(REQUIRED ACTION): Could you copy each line of the entries that contains "Three"?

----

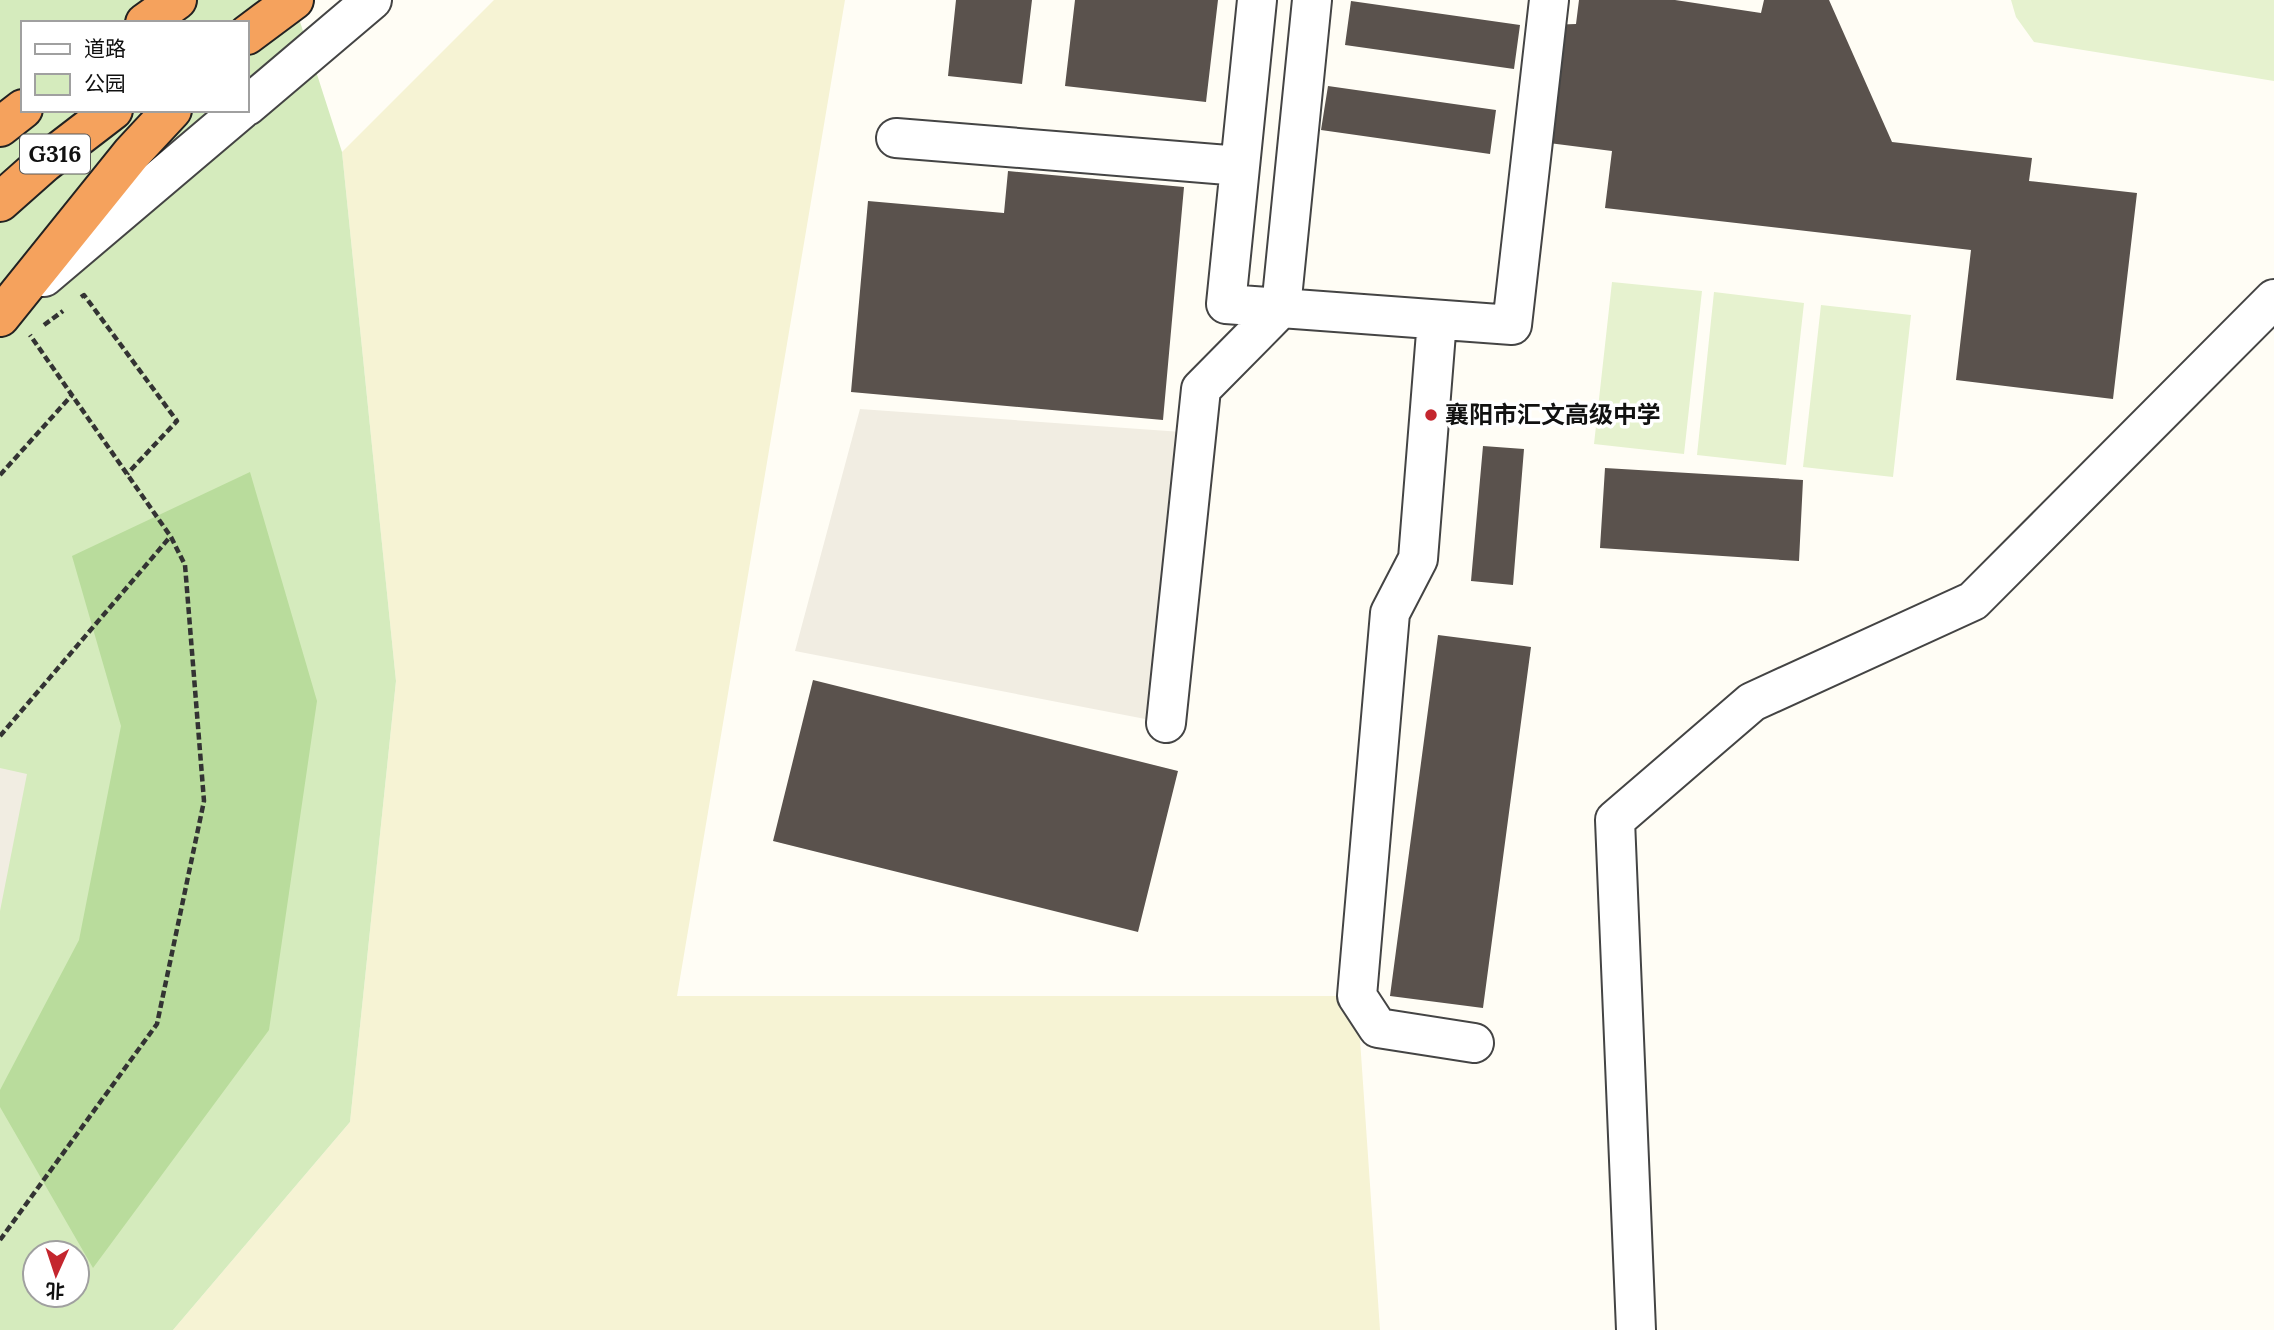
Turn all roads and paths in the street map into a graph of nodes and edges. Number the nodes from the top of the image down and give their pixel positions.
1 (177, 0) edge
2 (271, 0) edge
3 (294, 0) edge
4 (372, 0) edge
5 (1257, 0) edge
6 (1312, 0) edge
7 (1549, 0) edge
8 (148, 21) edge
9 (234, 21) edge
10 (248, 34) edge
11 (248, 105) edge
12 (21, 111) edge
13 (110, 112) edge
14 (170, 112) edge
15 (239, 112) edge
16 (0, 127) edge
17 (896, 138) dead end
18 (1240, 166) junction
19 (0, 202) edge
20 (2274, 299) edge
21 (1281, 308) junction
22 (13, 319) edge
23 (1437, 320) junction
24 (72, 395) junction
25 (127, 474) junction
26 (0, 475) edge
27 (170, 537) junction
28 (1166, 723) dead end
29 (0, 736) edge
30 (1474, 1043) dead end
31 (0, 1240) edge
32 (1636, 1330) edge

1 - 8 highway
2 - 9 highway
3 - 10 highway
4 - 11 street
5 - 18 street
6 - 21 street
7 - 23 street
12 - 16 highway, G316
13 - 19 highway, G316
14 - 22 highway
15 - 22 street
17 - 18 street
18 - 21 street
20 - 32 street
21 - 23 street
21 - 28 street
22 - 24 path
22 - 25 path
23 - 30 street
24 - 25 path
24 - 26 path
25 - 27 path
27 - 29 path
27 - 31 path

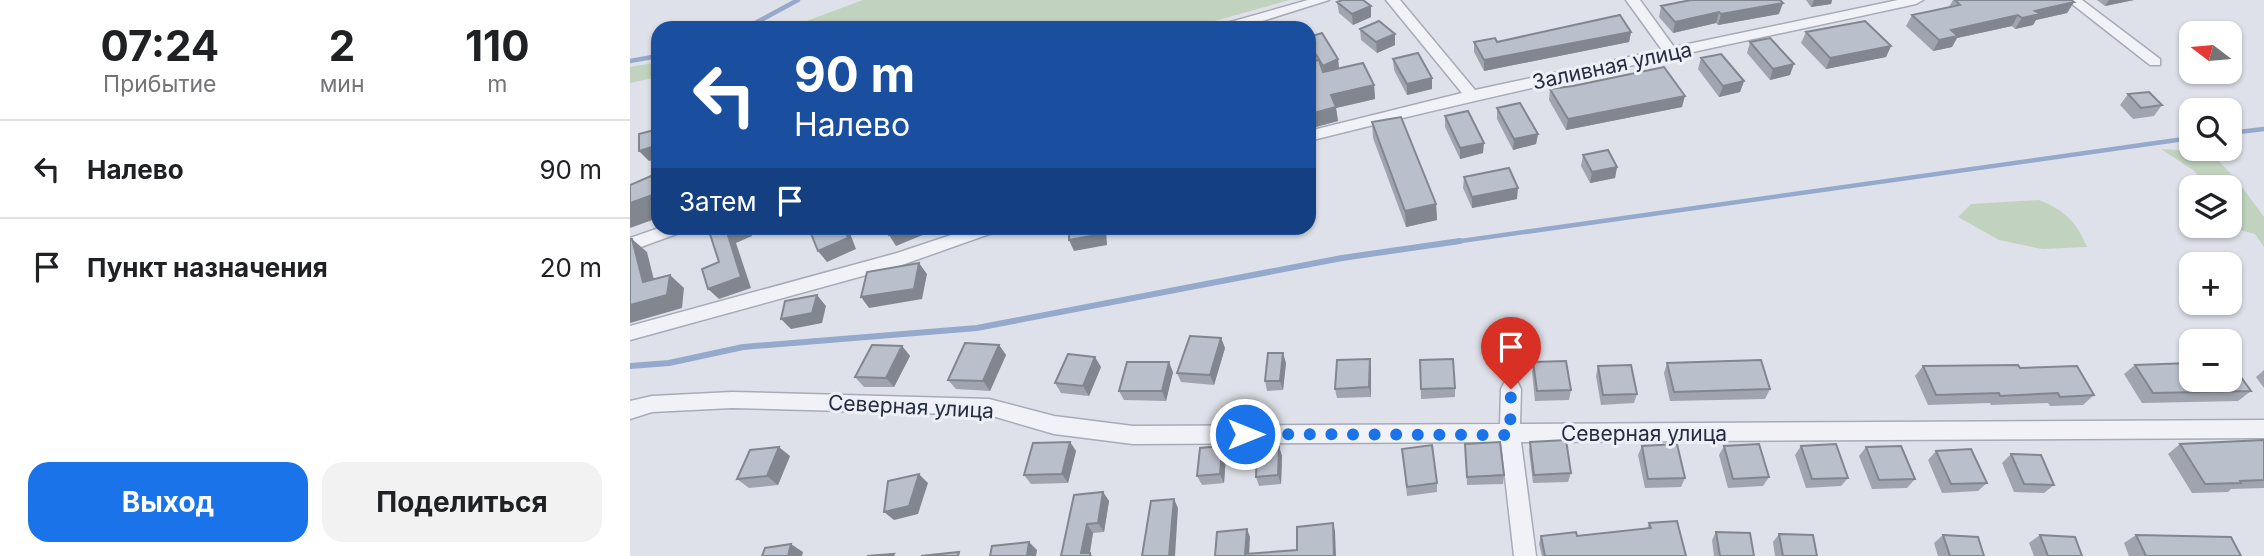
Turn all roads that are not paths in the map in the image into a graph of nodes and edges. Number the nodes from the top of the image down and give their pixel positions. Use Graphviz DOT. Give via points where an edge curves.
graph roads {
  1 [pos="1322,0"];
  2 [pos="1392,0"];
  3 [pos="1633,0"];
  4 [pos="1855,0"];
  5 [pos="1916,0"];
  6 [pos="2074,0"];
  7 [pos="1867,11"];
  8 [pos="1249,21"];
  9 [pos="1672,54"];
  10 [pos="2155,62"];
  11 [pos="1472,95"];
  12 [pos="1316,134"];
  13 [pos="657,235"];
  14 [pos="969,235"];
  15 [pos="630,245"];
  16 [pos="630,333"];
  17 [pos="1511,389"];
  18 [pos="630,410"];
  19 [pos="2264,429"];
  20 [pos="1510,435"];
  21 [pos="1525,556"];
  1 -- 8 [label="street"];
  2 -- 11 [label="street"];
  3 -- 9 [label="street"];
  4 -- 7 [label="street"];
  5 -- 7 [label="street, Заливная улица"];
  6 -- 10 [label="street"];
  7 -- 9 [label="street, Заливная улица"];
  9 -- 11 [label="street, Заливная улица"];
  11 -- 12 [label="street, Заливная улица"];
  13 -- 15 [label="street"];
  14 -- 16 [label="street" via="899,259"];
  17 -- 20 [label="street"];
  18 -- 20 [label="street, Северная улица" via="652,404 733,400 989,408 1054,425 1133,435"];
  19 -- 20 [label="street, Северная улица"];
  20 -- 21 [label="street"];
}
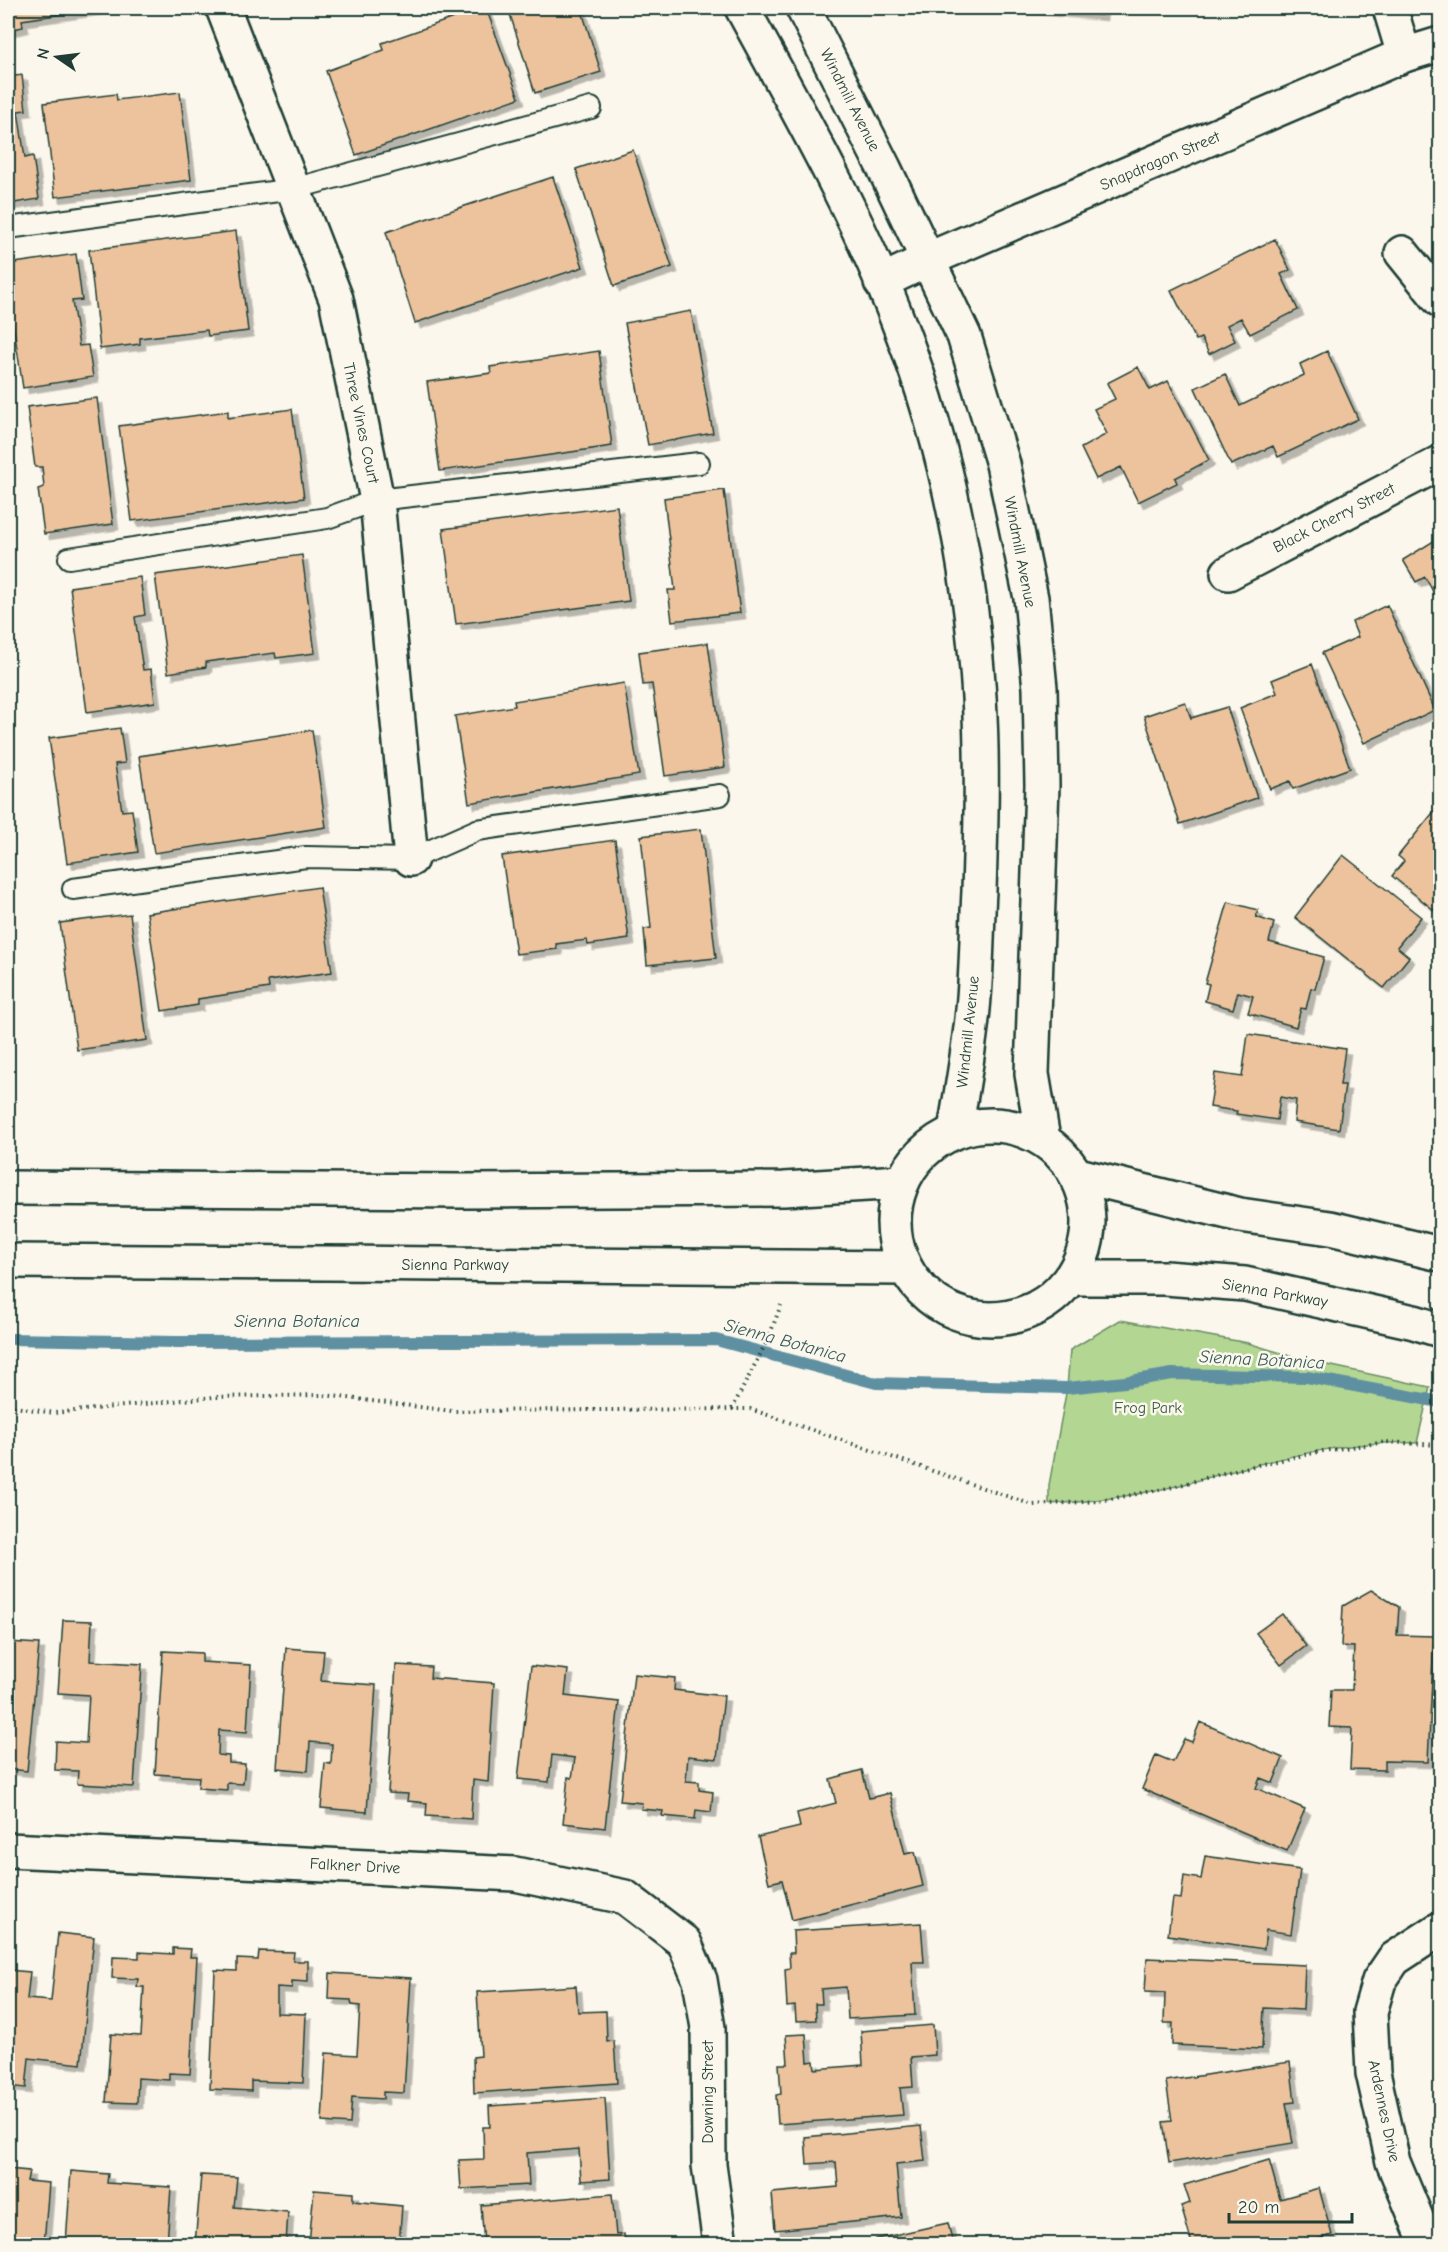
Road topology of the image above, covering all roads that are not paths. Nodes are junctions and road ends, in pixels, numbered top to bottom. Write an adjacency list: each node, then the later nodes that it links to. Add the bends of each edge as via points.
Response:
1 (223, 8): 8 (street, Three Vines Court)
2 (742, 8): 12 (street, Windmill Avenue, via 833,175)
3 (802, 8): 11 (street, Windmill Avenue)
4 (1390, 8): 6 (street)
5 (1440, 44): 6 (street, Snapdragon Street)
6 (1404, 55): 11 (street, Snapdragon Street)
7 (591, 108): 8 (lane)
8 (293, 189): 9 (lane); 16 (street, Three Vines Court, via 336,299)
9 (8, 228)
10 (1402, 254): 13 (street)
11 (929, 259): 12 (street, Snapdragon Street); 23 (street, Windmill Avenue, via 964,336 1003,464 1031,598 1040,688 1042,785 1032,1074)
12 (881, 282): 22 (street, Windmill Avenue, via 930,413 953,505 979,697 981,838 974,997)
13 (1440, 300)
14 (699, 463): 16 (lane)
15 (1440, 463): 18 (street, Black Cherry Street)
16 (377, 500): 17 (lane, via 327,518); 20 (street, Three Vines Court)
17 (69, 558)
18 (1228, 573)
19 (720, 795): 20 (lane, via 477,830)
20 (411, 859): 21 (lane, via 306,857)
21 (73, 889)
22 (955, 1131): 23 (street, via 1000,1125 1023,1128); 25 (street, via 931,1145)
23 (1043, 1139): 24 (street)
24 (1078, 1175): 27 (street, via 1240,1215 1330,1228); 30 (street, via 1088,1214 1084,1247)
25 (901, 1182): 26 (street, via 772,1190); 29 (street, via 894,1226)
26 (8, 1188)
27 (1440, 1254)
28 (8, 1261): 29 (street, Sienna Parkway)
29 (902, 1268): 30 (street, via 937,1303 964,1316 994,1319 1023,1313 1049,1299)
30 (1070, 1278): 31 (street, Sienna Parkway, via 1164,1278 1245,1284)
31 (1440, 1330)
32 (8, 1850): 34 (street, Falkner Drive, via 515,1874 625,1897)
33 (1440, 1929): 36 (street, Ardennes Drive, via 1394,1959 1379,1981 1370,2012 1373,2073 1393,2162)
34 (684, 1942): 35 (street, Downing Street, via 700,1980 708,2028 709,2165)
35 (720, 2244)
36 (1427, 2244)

----

(ANSWER AREA):
1 (223, 8): 8 (street, Three Vines Court)
8 (293, 189): 9 (lane); 16 (street, Three Vines Court, via 336,299)
16 (377, 500): 17 (lane, via 327,518); 20 (street, Three Vines Court)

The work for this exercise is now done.